TEPEX.RTM. DYNALITE 207 is a high strength, lightweight material
having multiple layers of continuous carbon fiber reinforcement in
a PPS thermoplastic matrix or polymer to embed the fibers. The
material may have a 54% fiber volume but other volumes (such as a
volume of 42 to 57%) will suffice. The material weighs 200
g/m.sup.2.
Another similar exemplary material which may be used for the crown
and sole inserts is TEPEX.RTM. DYNALITE 208. This material also has
a carbon fiber volume range of 42 to 57%, including a 45% volume in
one example, and a weight of 200 g/m.sup.2. DYNALITE 208 differs
from DYNALITE 207 in that it has a TPU (thermoplastic polyurethane)
matrix or base rather than a polyphenylene sulfide (PPS)
matrix.
By way of example, the TEPEX.RTM. DYNALITE 207 sheet(s) (or other
selected material such as DYNALITE 208) are oriented in different
directions, placed in a two-piece (male/female) matched die, heated
past the melt temperature, and formed to shape when the die is
closed. This process may be referred to as thermoforming and is
especially well-suited for forming the sole and crown inserts.
Once the crown insert and sole insert are formed (separately) by
the thermoforming process just described, each is cooled and
removed from the matched die.

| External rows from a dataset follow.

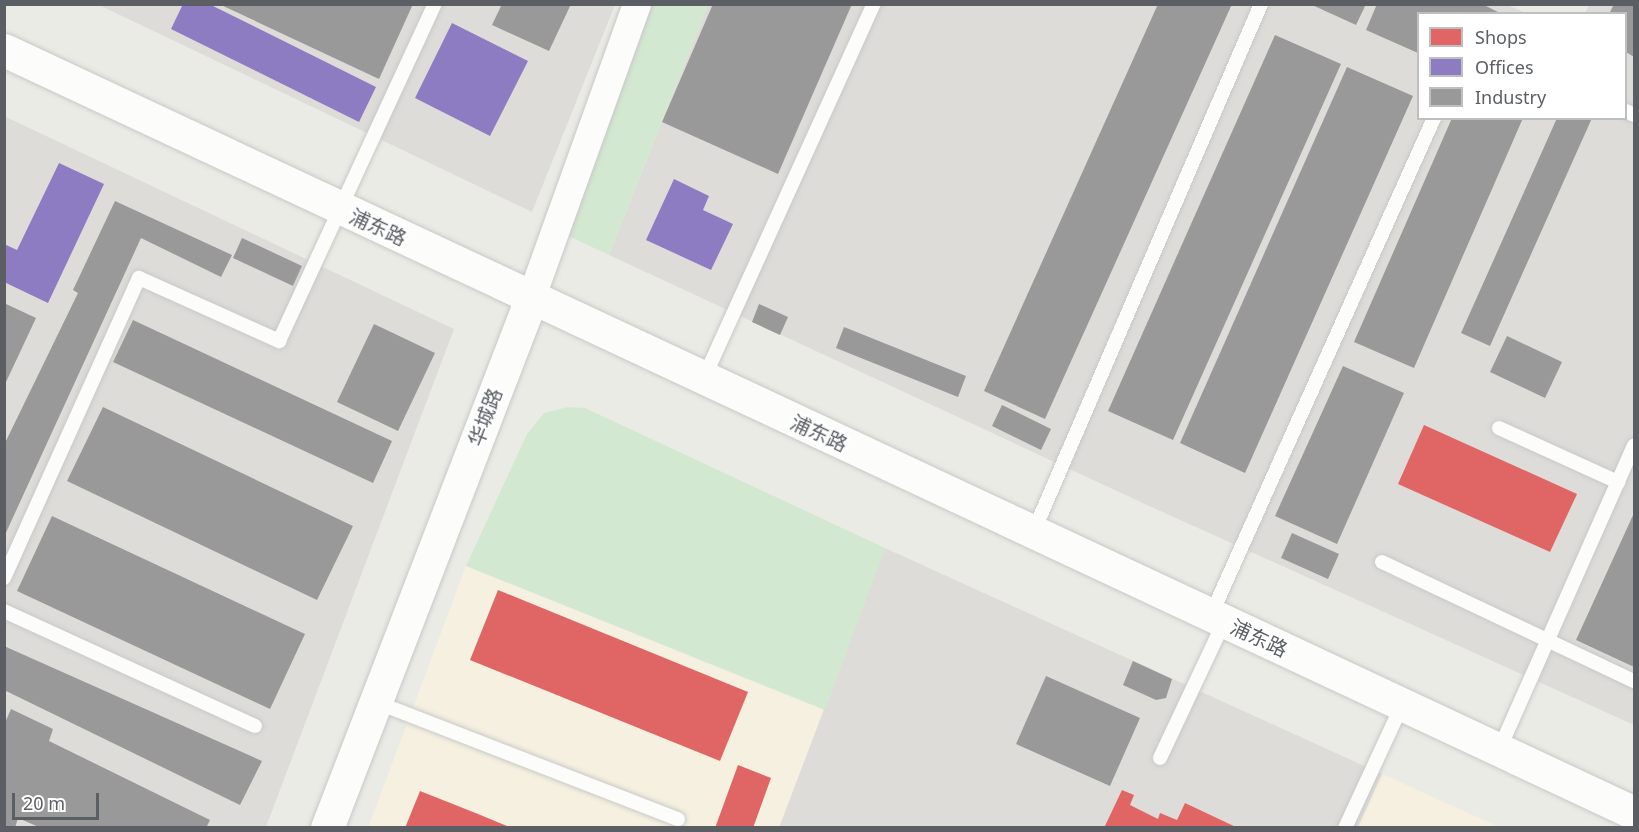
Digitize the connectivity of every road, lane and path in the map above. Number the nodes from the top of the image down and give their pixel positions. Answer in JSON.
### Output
{"nodes":[{"id":1,"x":435,"y":4,"type":"edge"},
{"id":2,"x":637,"y":4,"type":"edge"},
{"id":3,"x":874,"y":4,"type":"edge"},
{"id":4,"x":1261,"y":4,"type":"edge"},
{"id":5,"x":4,"y":50,"type":"edge"},
{"id":6,"x":1433,"y":120,"type":"edge"},
{"id":7,"x":340,"y":209,"type":"junction"},
{"id":8,"x":531,"y":299,"type":"junction"},
{"id":9,"x":703,"y":380,"type":"junction"},
{"id":10,"x":1499,"y":428,"type":"dead end"},
{"id":11,"x":1635,"y":446,"type":"edge"},
{"id":12,"x":1618,"y":482,"type":"junction"},
{"id":13,"x":1033,"y":533,"type":"junction"},
{"id":14,"x":1382,"y":561,"type":"dead end"},
{"id":15,"x":4,"y":578,"type":"edge"},
{"id":16,"x":4,"y":611,"type":"edge"},
{"id":17,"x":1217,"y":619,"type":"junction"},
{"id":18,"x":1548,"y":640,"type":"junction"},
{"id":19,"x":1635,"y":681,"type":"edge"},
{"id":20,"x":376,"y":702,"type":"junction"},
{"id":21,"x":1402,"y":705,"type":"junction"},
{"id":22,"x":255,"y":726,"type":"dead end"},
{"id":23,"x":1499,"y":750,"type":"junction"},
{"id":24,"x":1160,"y":758,"type":"dead end"},
{"id":25,"x":1635,"y":813,"type":"edge"},
{"id":26,"x":678,"y":819,"type":"dead end"},
{"id":27,"x":327,"y":828,"type":"edge"},
{"id":28,"x":1345,"y":828,"type":"edge"}],
"edges":[{"from":1,"to":7,"type":"lane"},
{"from":2,"to":8,"type":"street","name":"华城路"},
{"from":3,"to":9,"type":"lane"},
{"from":4,"to":13,"type":"lane"},
{"from":5,"to":7,"type":"street","name":"浦东路"},
{"from":6,"to":17,"type":"lane"},
{"from":7,"to":8,"type":"street","name":"浦东路"},
{"from":7,"to":15,"type":"lane"},
{"from":8,"to":9,"type":"street","name":"浦东路"},
{"from":8,"to":20,"type":"street","name":"华城路"},
{"from":9,"to":13,"type":"street","name":"浦东路"},
{"from":10,"to":12,"type":"lane"},
{"from":11,"to":12,"type":"lane"},
{"from":12,"to":18,"type":"lane"},
{"from":13,"to":17,"type":"street","name":"浦东路"},
{"from":14,"to":18,"type":"lane"},
{"from":16,"to":22,"type":"lane"},
{"from":17,"to":21,"type":"street","name":"浦东路"},
{"from":17,"to":24,"type":"lane"},
{"from":18,"to":19,"type":"lane"},
{"from":18,"to":23,"type":"lane"},
{"from":20,"to":26,"type":"lane"},
{"from":20,"to":27,"type":"street","name":"华城路"},
{"from":21,"to":23,"type":"street","name":"浦东路"},
{"from":21,"to":28,"type":"lane"},
{"from":23,"to":25,"type":"street","name":"浦东路"}]}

The sole and crown inserts are shown
as having a uniform thickness, which lends itself well to the
thermoforming process and ease of manufacture. However, the sole
and crown inserts may have a variable thickness to strengthen
select local areas of the insert by, for example, adding additional
plies in select areas to enhance durability, acoustic or other
properties in those areas.
As shown in FIG. 2, the crown insert 26 and sole insert 28 each
have a complex three-dimensional curvature corresponding generally
to the crown and sole shapes of a driver-type club head and
specifically to the design specifications and dimensions of the
particular head designed by the manufacturer. It will be
appreciated that other types of club heads, such as fairway
wood-type clubs, may be manufactured using one or more of the
principles, methods and materials described herein.
In an alternative embodiment, the sole insert 28 and/or crown
insert 26 can be made by a process other than thermoforming, such
as injection molding or thermosetting. In a thermoset process, the
sole insert and/or crown insert may be made from prepreg plies of
woven or unidirectional composite fiber fabric (such as carbon
fiber) that is preimpregnated with resin and hardener formulations
that activate when heated. The prepreg plies are placed in a mold
suitable for a thermosetting process, such as a bladder mold or
compression mold, and stacked/oriented with the carbon or other
fibers oriented in different directions. The plies are heated to
activate the chemical reaction and form the sole (or crown) insert.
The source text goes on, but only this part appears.